[Excerpts from a dataset]

*** Begin section ***

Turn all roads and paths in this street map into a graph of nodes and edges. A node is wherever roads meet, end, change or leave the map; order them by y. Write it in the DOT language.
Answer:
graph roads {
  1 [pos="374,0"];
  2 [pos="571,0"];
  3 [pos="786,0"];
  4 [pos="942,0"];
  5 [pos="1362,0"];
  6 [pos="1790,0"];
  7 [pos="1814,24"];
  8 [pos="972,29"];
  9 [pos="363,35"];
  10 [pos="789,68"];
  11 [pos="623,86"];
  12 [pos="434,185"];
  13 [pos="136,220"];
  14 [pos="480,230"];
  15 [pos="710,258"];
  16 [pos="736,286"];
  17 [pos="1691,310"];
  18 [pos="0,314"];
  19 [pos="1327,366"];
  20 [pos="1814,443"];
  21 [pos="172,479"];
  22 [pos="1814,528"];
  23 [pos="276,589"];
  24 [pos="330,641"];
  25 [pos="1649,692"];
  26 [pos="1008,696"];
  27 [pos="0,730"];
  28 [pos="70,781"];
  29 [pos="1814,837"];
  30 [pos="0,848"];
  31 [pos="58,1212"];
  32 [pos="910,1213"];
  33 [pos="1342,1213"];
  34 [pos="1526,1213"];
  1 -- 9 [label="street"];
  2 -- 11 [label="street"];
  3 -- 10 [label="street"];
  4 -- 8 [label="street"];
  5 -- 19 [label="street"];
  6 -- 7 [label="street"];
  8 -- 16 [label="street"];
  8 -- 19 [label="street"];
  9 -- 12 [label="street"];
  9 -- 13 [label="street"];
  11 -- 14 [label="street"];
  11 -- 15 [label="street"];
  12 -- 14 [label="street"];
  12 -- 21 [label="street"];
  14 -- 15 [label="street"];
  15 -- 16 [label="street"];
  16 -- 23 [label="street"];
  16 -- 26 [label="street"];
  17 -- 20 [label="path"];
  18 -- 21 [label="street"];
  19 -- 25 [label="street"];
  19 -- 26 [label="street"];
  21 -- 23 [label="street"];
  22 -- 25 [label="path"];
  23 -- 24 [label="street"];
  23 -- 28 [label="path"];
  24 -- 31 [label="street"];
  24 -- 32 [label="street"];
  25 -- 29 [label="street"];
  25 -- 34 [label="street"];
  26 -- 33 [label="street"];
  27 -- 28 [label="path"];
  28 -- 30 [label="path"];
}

*** End section ***

What is being asked:
Copy each line above exactly as it stands.

Task result:
Turn all roads and paths in this street map into a graph of nodes and edges. A node is wherever roads meet, end, change or leave the map; order them by y. Write it in the DOT language.
Answer:
graph roads {
  1 [pos="374,0"];
  2 [pos="571,0"];
  3 [pos="786,0"];
  4 [pos="942,0"];
  5 [pos="1362,0"];
  6 [pos="1790,0"];
  7 [pos="1814,24"];
  8 [pos="972,29"];
  9 [pos="363,35"];
  10 [pos="789,68"];
  11 [pos="623,86"];
  12 [pos="434,185"];
  13 [pos="136,220"];
  14 [pos="480,230"];
  15 [pos="710,258"];
  16 [pos="736,286"];
  17 [pos="1691,310"];
  18 [pos="0,314"];
  19 [pos="1327,366"];
  20 [pos="1814,443"];
  21 [pos="172,479"];
  22 [pos="1814,528"];
  23 [pos="276,589"];
  24 [pos="330,641"];
  25 [pos="1649,692"];
  26 [pos="1008,696"];
  27 [pos="0,730"];
  28 [pos="70,781"];
  29 [pos="1814,837"];
  30 [pos="0,848"];
  31 [pos="58,1212"];
  32 [pos="910,1213"];
  33 [pos="1342,1213"];
  34 [pos="1526,1213"];
  1 -- 9 [label="street"];
  2 -- 11 [label="street"];
  3 -- 10 [label="street"];
  4 -- 8 [label="street"];
  5 -- 19 [label="street"];
  6 -- 7 [label="street"];
  8 -- 16 [label="street"];
  8 -- 19 [label="street"];
  9 -- 12 [label="street"];
  9 -- 13 [label="street"];
  11 -- 14 [label="street"];
  11 -- 15 [label="street"];
  12 -- 14 [label="street"];
  12 -- 21 [label="street"];
  14 -- 15 [label="street"];
  15 -- 16 [label="street"];
  16 -- 23 [label="street"];
  16 -- 26 [label="street"];
  17 -- 20 [label="path"];
  18 -- 21 [label="street"];
  19 -- 25 [label="street"];
  19 -- 26 [label="street"];
  21 -- 23 [label="street"];
  22 -- 25 [label="path"];
  23 -- 24 [label="street"];
  23 -- 28 [label="path"];
  24 -- 31 [label="street"];
  24 -- 32 [label="street"];
  25 -- 29 [label="street"];
  25 -- 34 [label="street"];
  26 -- 33 [label="street"];
  27 -- 28 [label="path"];
  28 -- 30 [label="path"];
}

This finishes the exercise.